As shown in Figure 3, the point-to-point communication channel is composed of three sub-channels, each of which is a FIFO. Sub-channel 1 is used for the active end (MASTER) to send data to the passive end (SLAVE), sub-channel 2 is used for the active end (MASTER) to send data requests to the passive end (SLAVE), and sub-channel 3 is used for the passive end (SLAVE) to send data requests to the passive end (SLAVE). The active end (MASTER) sends data.
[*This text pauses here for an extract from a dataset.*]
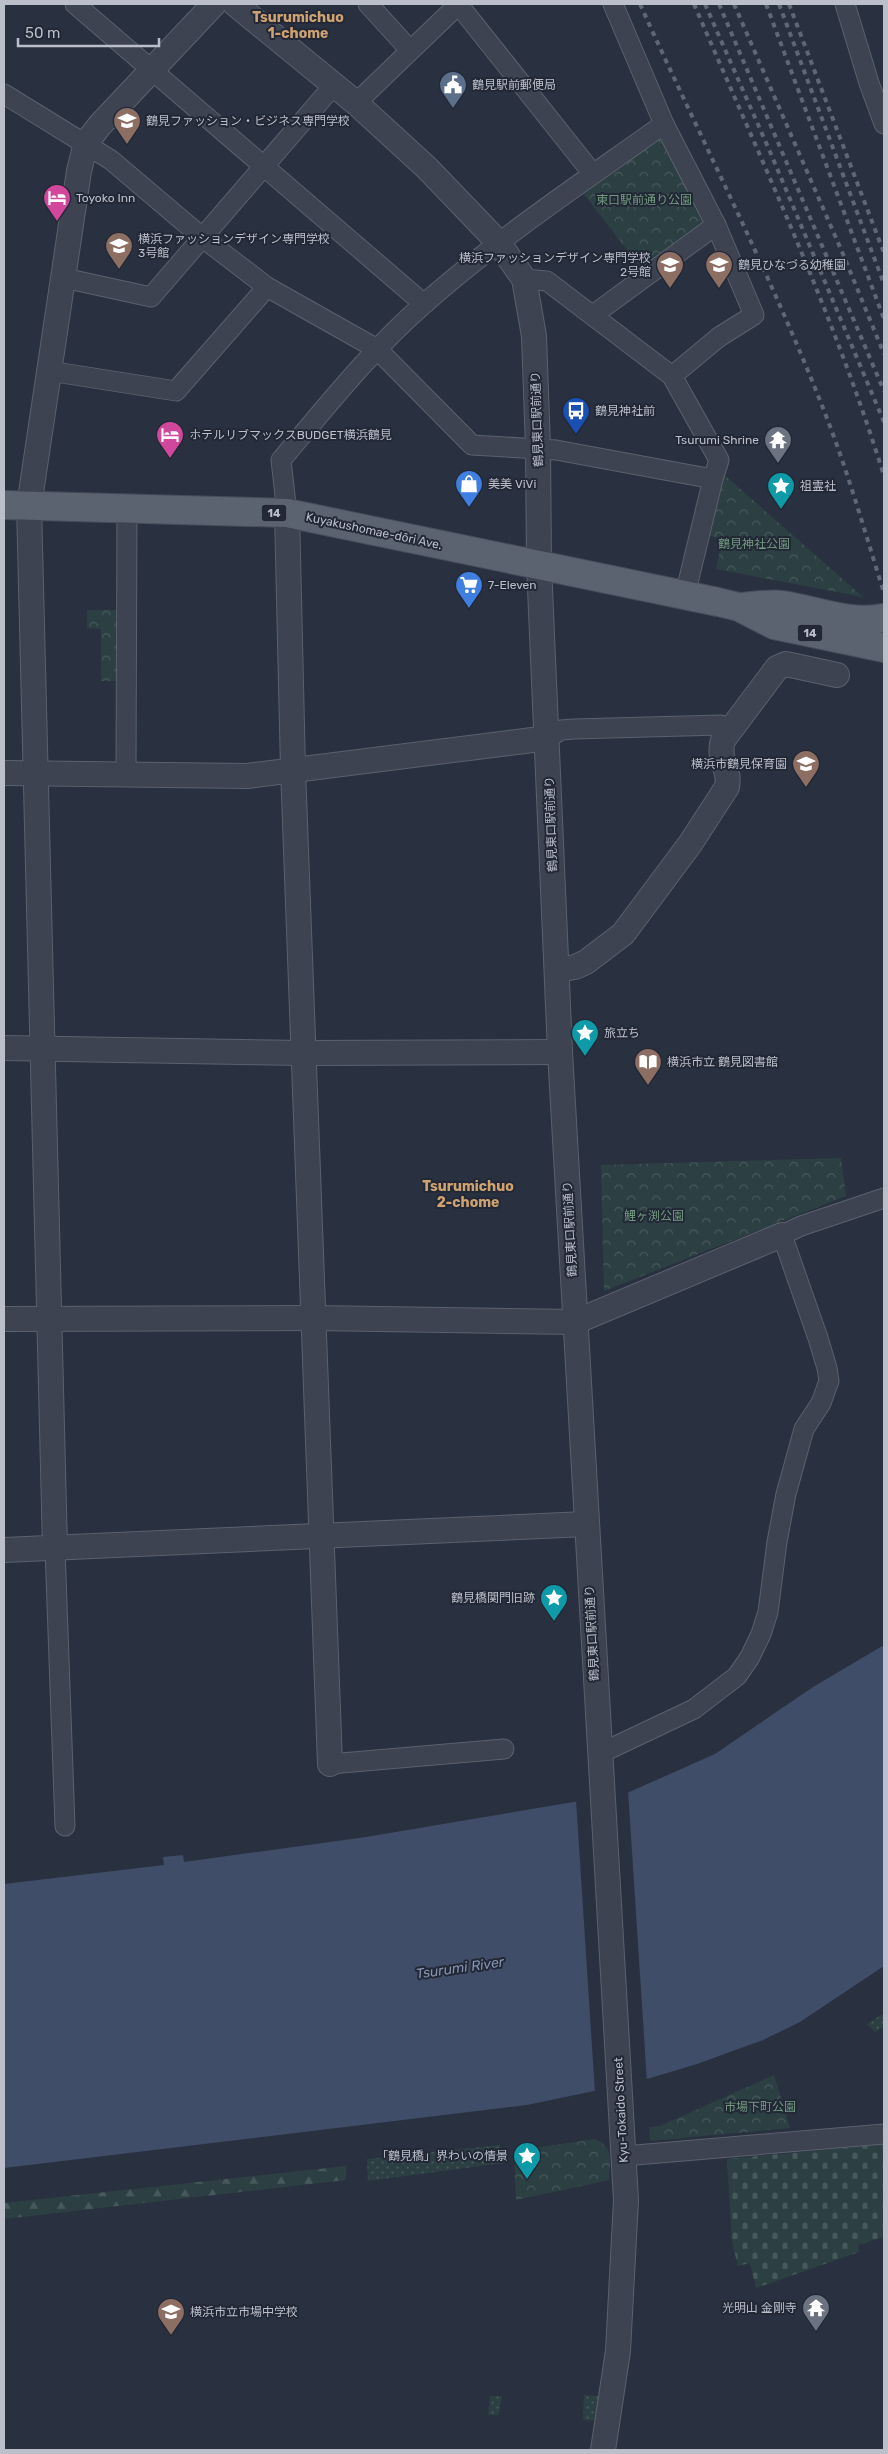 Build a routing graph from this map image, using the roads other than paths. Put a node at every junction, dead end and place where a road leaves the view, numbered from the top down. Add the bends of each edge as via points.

When implementing data communication between IP cores, the active end (MASTER) uses sub-channel 1 when sending data to the passive end (SLAVE); the active end (MASTER) uses sub-channel 2 to send a request when requesting data from the passive end (SLAVE), and then The passive end (SLAVE) uses sub-channel 3 to return data in response to the request.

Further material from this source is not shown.